Given data:
=== Begin Enclosure ===

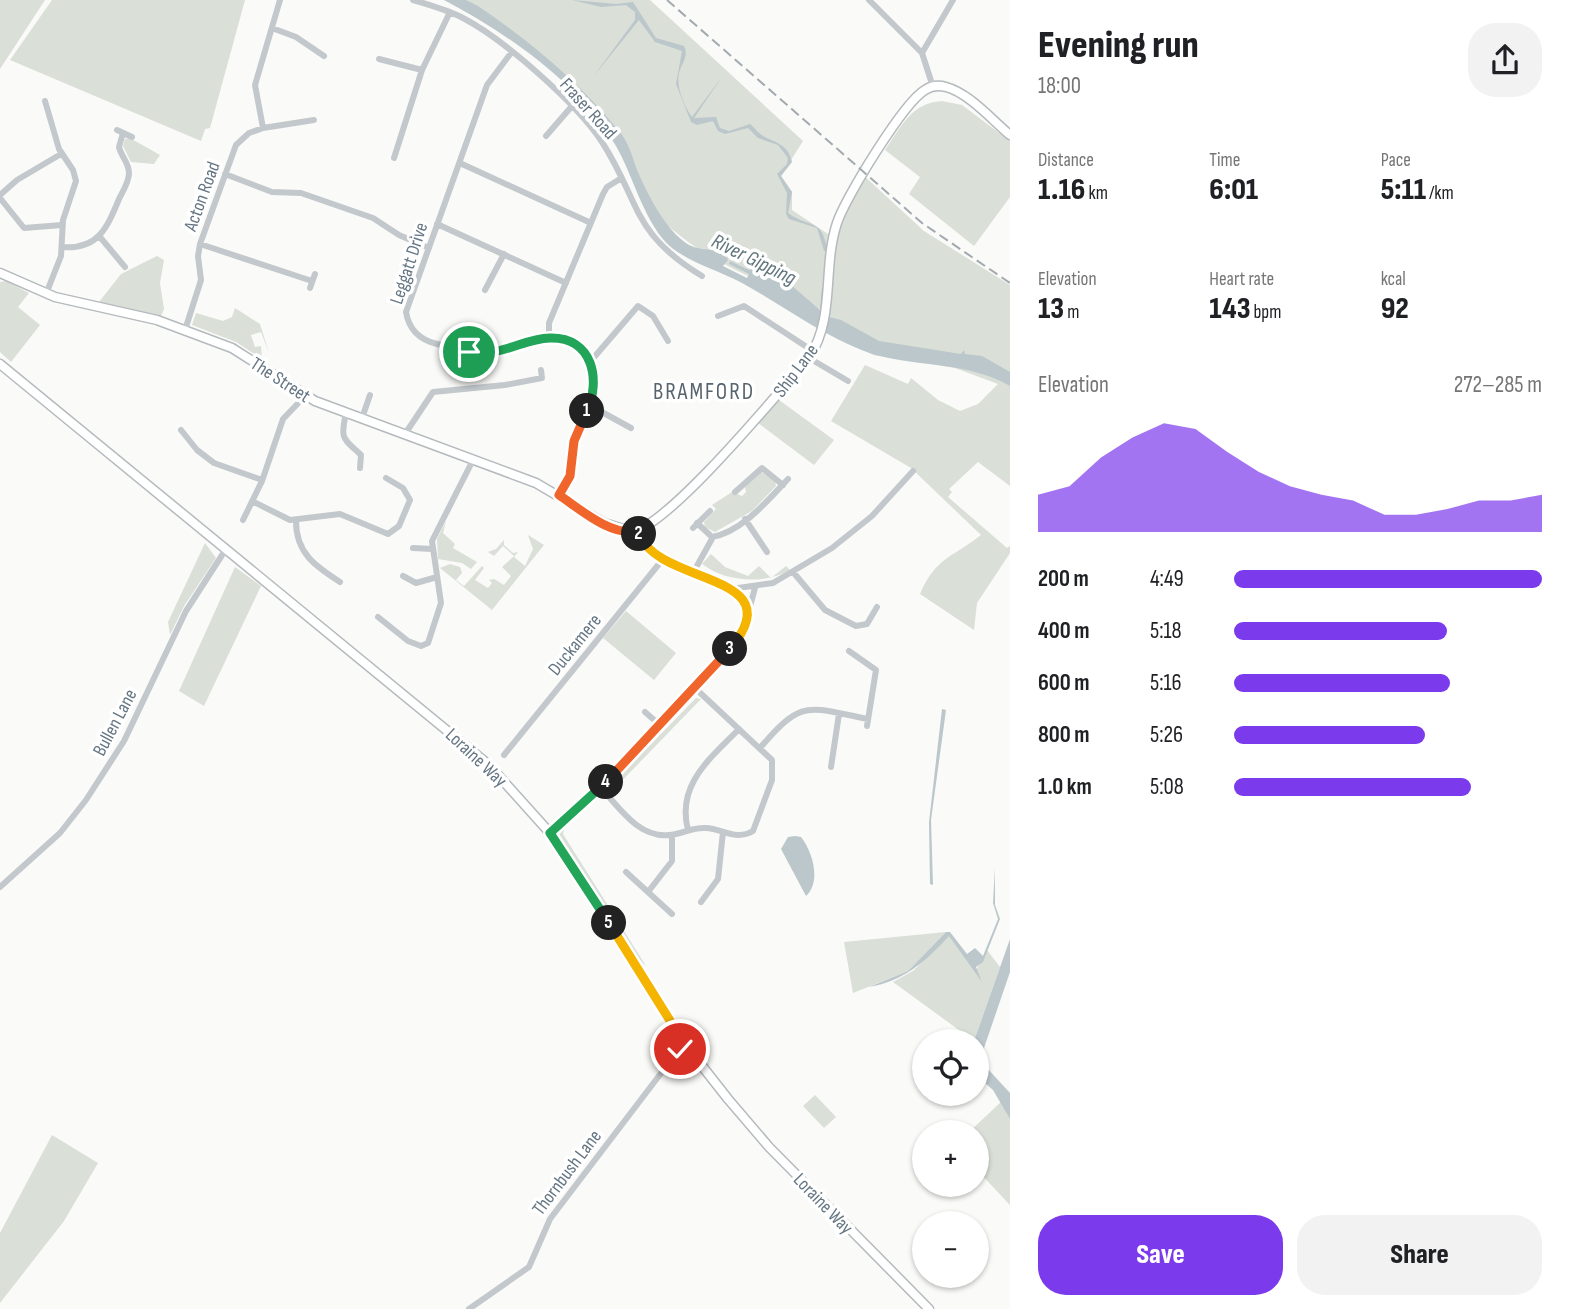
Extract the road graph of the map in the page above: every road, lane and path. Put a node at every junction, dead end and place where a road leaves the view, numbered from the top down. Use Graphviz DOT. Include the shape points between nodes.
graph roads {
  1 [pos="280,0"];
  2 [pos="413,0"];
  3 [pos="869,0"];
  4 [pos="953,0"];
  5 [pos="450,12"];
  6 [pos="272,29"];
  7 [pos="511,53"];
  8 [pos="922,53"];
  9 [pos="324,56"];
  10 [pos="380,60"];
  11 [pos="422,70"];
  12 [pos="933,87"];
  13 [pos="45,101"];
  14 [pos="572,106"];
  15 [pos="314,120"];
  16 [pos="263,128"];
  17 [pos="1010,135"];
  18 [pos="546,136"];
  19 [pos="132,137"];
  20 [pos="61,154"];
  21 [pos="394,158"];
  22 [pos="461,164"];
  23 [pos="225,174"];
  24 [pos="620,179"];
  25 [pos="0,196"];
  26 [pos="591,223"];
  27 [pos="437,224"];
  28 [pos="62,225"];
  29 [pos="100,237"];
  30 [pos="200,244"];
  31 [pos="62,247"];
  32 [pos="429,248"];
  33 [pos="503,254"];
  34 [pos="125,267"];
  35 [pos="0,273"];
  36 [pos="702,276"];
  37 [pos="312,281"];
  38 [pos="566,283"];
  39 [pos="485,290"];
  40 [pos="46,294"];
  41 [pos="630,299"];
  42 [pos="720,305"];
  43 [pos="638,306"];
  44 [pos="725,312"];
  45 [pos="718,316"];
  46 [pos="185,330"];
  47 [pos="549,338"];
  48 [pos="668,341"];
  49 [pos="811,355"];
  50 [pos="590,362"];
  51 [pos="0,365"];
  52 [pos="541,370"];
  53 [pos="848,381"];
  54 [pos="370,395"];
  55 [pos="305,396"];
  56 [pos="589,405"];
  57 [pos="346,413"];
  58 [pos="362,418"];
  59 [pos="631,428"];
  60 [pos="181,430"];
  61 [pos="405,434"];
  62 [pos="349,447"];
  63 [pos="346,456"];
  64 [pos="473,460"];
  65 [pos="360,468"];
  66 [pos="913,471"];
  67 [pos="386,478"];
  68 [pos="262,480"];
  69 [pos="735,492"];
  70 [pos="559,495"];
  71 [pos="252,501"];
  72 [pos="710,511"];
  73 [pos="745,519"];
  74 [pos="243,520"];
  75 [pos="296,521"];
  76 [pos="638,531"];
  77 [pos="713,537"];
  78 [pos="414,548"];
  79 [pos="226,549"];
  80 [pos="432,549"];
  81 [pos="767,552"];
  82 [pos="663,559"];
  83 [pos="793,572"];
  84 [pos="693,573"];
  85 [pos="403,576"];
  86 [pos="437,577"];
  87 [pos="340,582"];
  88 [pos="755,588"];
  89 [pos="731,589"];
  90 [pos="877,607"];
  91 [pos="749,610"];
  92 [pos="377,616"];
  93 [pos="849,650"];
  94 [pos="695,688"];
  95 [pos="645,712"];
  96 [pos="839,714"];
  97 [pos="661,726"];
  98 [pos="739,729"];
  99 [pos="502,743"];
  100 [pos="509,748"];
  101 [pos="760,748"];
  102 [pos="504,755"];
  103 [pos="831,767"];
  104 [pos="600,787"];
  105 [pos="688,830"];
  106 [pos="723,832"];
  107 [pos="550,833"];
  108 [pos="672,835"];
  109 [pos="626,872"];
  110 [pos="0,887"];
  111 [pos="648,892"];
  112 [pos="701,902"];
  113 [pos="672,914"];
  114 [pos="684,1043"];
  115 [pos="469,1309"];
  116 [pos="929,1309"];
  1 -- 6 [label="street"];
  2 -- 5 [label="street, Fraser Road"];
  3 -- 8 [label="street"];
  4 -- 8 [label="street"];
  5 -- 7 [label="street, Fraser Road"];
  5 -- 11 [label="street"];
  6 -- 9 [label="street" via="296,37"];
  6 -- 16 [label="street" via="255,85"];
  7 -- 14 [label="street, Fraser Road"];
  7 -- 22 [label="street, Leggatt Drive" via="487,85"];
  8 -- 12 [label="street"];
  10 -- 11 [label="street"];
  11 -- 21 [label="street"];
  12 -- 17 [label="main road" via="959,93"];
  12 -- 49 [label="main road, Ship Lane" via="917,96 843,206 836,226 827,309"];
  13 -- 20 [label="street"];
  14 -- 18 [label="street"];
  14 -- 24 [label="street, Fraser Road" via="602,144"];
  15 -- 16 [label="street, Acton Road"];
  16 -- 23 [label="street, Acton Road" via="238,143"];
  19 -- 29 [label="street" via="120,132 119,147 129,176"];
  20 -- 25 [label="street" via="17,180"];
  20 -- 28 [label="street" via="74,170 76,181"];
  22 -- 26 [label="street"];
  22 -- 27 [label="street, Leggatt Drive"];
  23 -- 30 [label="street, Acton Road"];
  23 -- 32 [label="street" via="276,193 301,193 374,218"];
  24 -- 26 [label="street" via="607,187"];
  24 -- 36 [label="street, Fraser Road" via="649,233 676,260"];
  25 -- 28 [label="street" via="24,228"];
  26 -- 38 [label="street"];
  27 -- 32 [label="street, Leggatt Drive"];
  27 -- 33 [label="street"];
  28 -- 31 [label="street"];
  29 -- 31 [label="street" via="84,246"];
  29 -- 34 [label="street"];
  30 -- 37 [label="street"];
  30 -- 46 [label="street, Acton Road" via="201,280"];
  31 -- 40 [label="street"];
  32 -- 47 [label="street, Leggatt Drive" via="407,312 408,322 422,339 485,354"];
  33 -- 38 [label="street"];
  33 -- 39 [label="street"];
  35 -- 40 [label="main road, The Street"];
  38 -- 47 [label="street" via="549,323"];
  40 -- 46 [label="main road, The Street"];
  41 -- 43 [label="street"];
  42 -- 44 [label="street"];
  43 -- 48 [label="street" via="653,316"];
  43 -- 50 [label="street"];
  44 -- 45 [label="street"];
  44 -- 49 [label="street" via="744,306"];
  46 -- 55 [label="main road, The Street" via="236,350"];
  47 -- 50 [label="street" via="576,347"];
  49 -- 53 [label="street"];
  49 -- 76 [label="main road, Ship Lane" via="730,448"];
  50 -- 56 [label="street" via="595,385"];
  51 -- 79 [label="main road, Loraine Way"];
  52 -- 61 [label="street" via="542,378 433,391"];
  54 -- 58 [label="street"];
  55 -- 57 [label="main road, The Street"];
  55 -- 68 [label="street" via="281,424"];
  56 -- 59 [label="street"];
  56 -- 70 [label="street" via="574,441 570,476"];
  57 -- 58 [label="main road, The Street"];
  57 -- 62 [label="street" via="342,433"];
  58 -- 61 [label="main road, The Street"];
  60 -- 68 [label="street" via="210,460"];
  61 -- 64 [label="main road, The Street"];
  62 -- 63 [label="street"];
  62 -- 65 [label="street" via="361,455"];
  64 -- 70 [label="main road, The Street"];
  64 -- 80 [label="street" via="436,529"];
  66 -- 83 [label="street" via="852,534"];
  67 -- 75 [label="street" via="403,488 410,499 394,531 382,533 340,514"];
  68 -- 71 [label="street"];
  69 -- 73 [label="street" via="762,467 785,482"];
  70 -- 76 [label="main road, The Street" via="604,523"];
  71 -- 74 [label="street"];
  71 -- 75 [label="street"];
  72 -- 77 [label="street" via="695,525"];
  73 -- 77 [label="street"];
  73 -- 81 [label="street"];
  75 -- 87 [label="street" via="306,556"];
  76 -- 82 [label="street" via="646,548"];
  77 -- 84 [label="street"];
  78 -- 80 [label="street"];
  79 -- 107 [label="main road, Loraine Way" via="465,743"];
  79 -- 110 [label="street, Bullen Lane" via="186,611 124,741 86,800 60,833"];
  80 -- 86 [label="street"];
  82 -- 84 [label="street"];
  82 -- 100 [label="street, Duckamere"];
  83 -- 88 [label="street"];
  83 -- 90 [label="street" via="825,610 856,626 867,624"];
  84 -- 89 [label="street"];
  85 -- 86 [label="street" via="416,583"];
  86 -- 92 [label="street" via="441,603 425,645 411,642"];
  88 -- 89 [label="street"];
  88 -- 91 [label="street"];
  89 -- 91 [label="street"];
  91 -- 94 [label="street" via="745,631"];
  93 -- 96 [label="street" via="876,670 867,722"];
  94 -- 97 [label="street"];
  94 -- 98 [label="street"];
  95 -- 97 [label="street"];
  96 -- 101 [label="street" via="808,709 795,712"];
  96 -- 103 [label="street"];
  97 -- 104 [label="street"];
  98 -- 101 [label="street"];
  98 -- 105 [label="street" via="690,783"];
  99 -- 100 [label="street"];
  100 -- 102 [label="street, Duckamere"];
  101 -- 106 [label="street" via="772,760 774,771 758,824 745,835"];
  104 -- 107 [label="street"];
  104 -- 108 [label="street" via="641,829"];
  105 -- 106 [label="street"];
  105 -- 108 [label="street"];
  106 -- 112 [label="street" via="718,879"];
  107 -- 114 [label="main road, Loraine Way"];
  108 -- 111 [label="street" via="672,861"];
  109 -- 111 [label="street"];
  111 -- 113 [label="street"];
  114 -- 115 [label="street, Thornbush Lane" via="545,1226 529,1267"];
  114 -- 116 [label="main road, Loraine Way" via="743,1118"];
}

=== End Enclosure ===

The problem: Read the entries above, then pull out the lines that include "Drive".

Output:
  7 -- 22 [label="street, Leggatt Drive" via="487,85"];
  22 -- 27 [label="street, Leggatt Drive"];
  27 -- 32 [label="street, Leggatt Drive"];
  32 -- 47 [label="street, Leggatt Drive" via="407,312 408,322 422,339 485,354"];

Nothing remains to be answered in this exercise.